Let us first recall that, as we have repeatedly established in the “Positive Valuation Defense” doctrine, the budgetary return on investment in the Defense economy in France is today equal to 145% of the amounts invested by the State. Parallel studies establish that this rate of budgetary return was greater than 100% in the majority of European countries with a defense industrial and technological base. Therefore, the investment made by a European country to acquire equipment whose value chain is produced in Europe will create a positive budgetary return in the country producing the equipment, which, from the point of view of the euro zone, neutralizes this investment, provided that positive effects in the manufacturing country are also neutralized.
This paradigm therefore makes it possible to propose three approaches allowing European countries to neutralize their investments in Defense equipment in the calculation of the public deficit, as long as the equipment is actually produced in Europe:
- It is possible to go through a double entry, one to neutralize the expenditure of the purchasing country, the other to transfer this investment to the "calculation" deficit of the country manufacturing the equipment, on the share of the value of the equipment. equipment actually produced on its soil.
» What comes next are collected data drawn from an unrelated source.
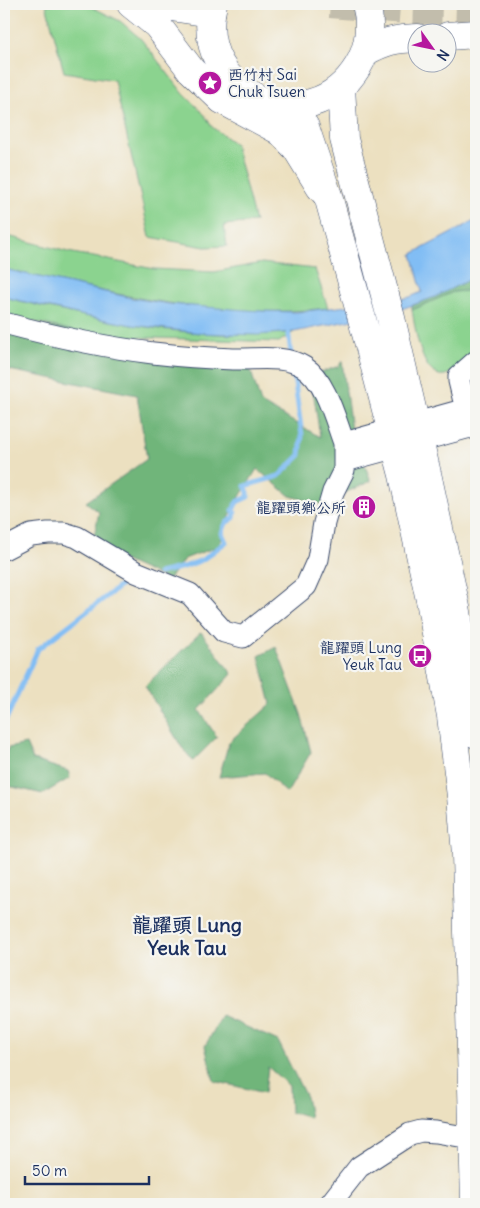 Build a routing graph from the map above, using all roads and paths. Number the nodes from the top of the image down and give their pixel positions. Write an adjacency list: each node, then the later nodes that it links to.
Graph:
1 (131, 4): 11 (main road)
2 (151, 4): 4 (main road)
3 (366, 4): 8 (main road)
4 (212, 8): 10 (main road)
5 (476, 34): 6 (main road)
6 (458, 35)
7 (408, 39): 8 (main road)
8 (364, 52): 9 (main road)
9 (341, 87): 10 (main road); 15 (main road)
10 (290, 106): 11 (main road)
11 (328, 196): 15 (main road)
12 (4, 323): 16 (street)
13 (476, 361): 14 (street)
14 (471, 422): 15 (street)
15 (406, 436): 16 (street); 18 (main road); 19 (main road)
16 (345, 452): 17 (street)
17 (4, 549)
18 (476, 734)
19 (472, 1134): 20 (street); 21 (main road)
20 (330, 1204)
21 (474, 1204) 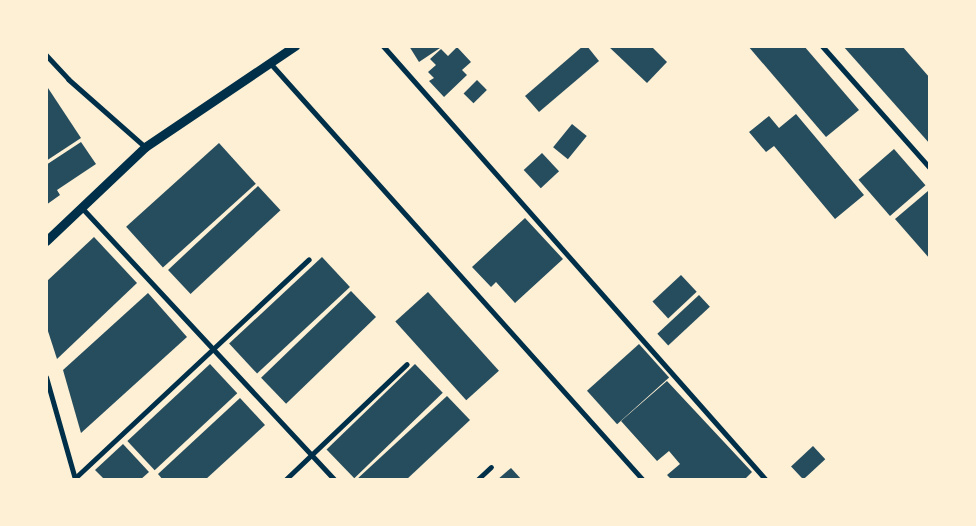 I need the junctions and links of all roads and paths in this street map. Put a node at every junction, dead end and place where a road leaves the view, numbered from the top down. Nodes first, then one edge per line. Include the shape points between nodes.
1 (295, 46) edge
2 (383, 46) edge
3 (822, 46) edge
4 (46, 54) edge
5 (270, 63) junction
6 (145, 147) junction
7 (930, 168) edge
8 (82, 208) junction
9 (46, 241) edge
10 (309, 259) dead end
11 (214, 348) junction
12 (407, 364) dead end
13 (46, 376) edge
14 (312, 455) junction
15 (491, 467) dead end
16 (75, 479) edge
17 (285, 480) edge
18 (335, 480) edge
19 (477, 480) edge
20 (643, 480) edge
21 (766, 480) edge

1 - 5 street
2 - 21 street
3 - 7 street
4 - 6 street
5 - 6 street
5 - 20 street
6 - 8 street
8 - 9 street
8 - 11 street
10 - 11 street
11 - 14 street
11 - 16 street
12 - 14 street
13 - 16 street
14 - 17 street
14 - 18 street
15 - 19 street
- It would also be possible for the State manufacturing the equipment to make a direct contribution to the price of the equipment acquired, corresponding to part of the revenue and budgetary savings generated by this investment, for the benefit of the purchasing country. (This is how the United States proceeds, and the Bulgarian bill went from $1.7 billion to $1.25 billion)
- It is finally possible to proceed with a mixture of these two approaches, by proceeding with a matching contribution of, for example, 35% on the sale price, and a budgetary compensation of 65% of the amounts invested.
It should be noted that this approach, balanced from the point of view of the monetary policy of the Euro zone, would also greatly favor European industrialists in Europe. In addition, it can also apply to “domestic” acquisitions, namely acquisitions of Defense equipment passed to its own Defense Industry. It would thus make it possible to free up investments by all European countries to accelerate the modernization of the continent's defense forces.
It should also be noted that, if budgetary compensation cannot be used for the sale of Defense equipment outside Europe, partial matching can represent a very effective means of countering the very aggressive pricing policies of countries such as China, Russia, the United States and even South Korea or Turkey, to capture markets. It would simply neutralize the additional cost of European equipment linked to the greater tax burden in our countries.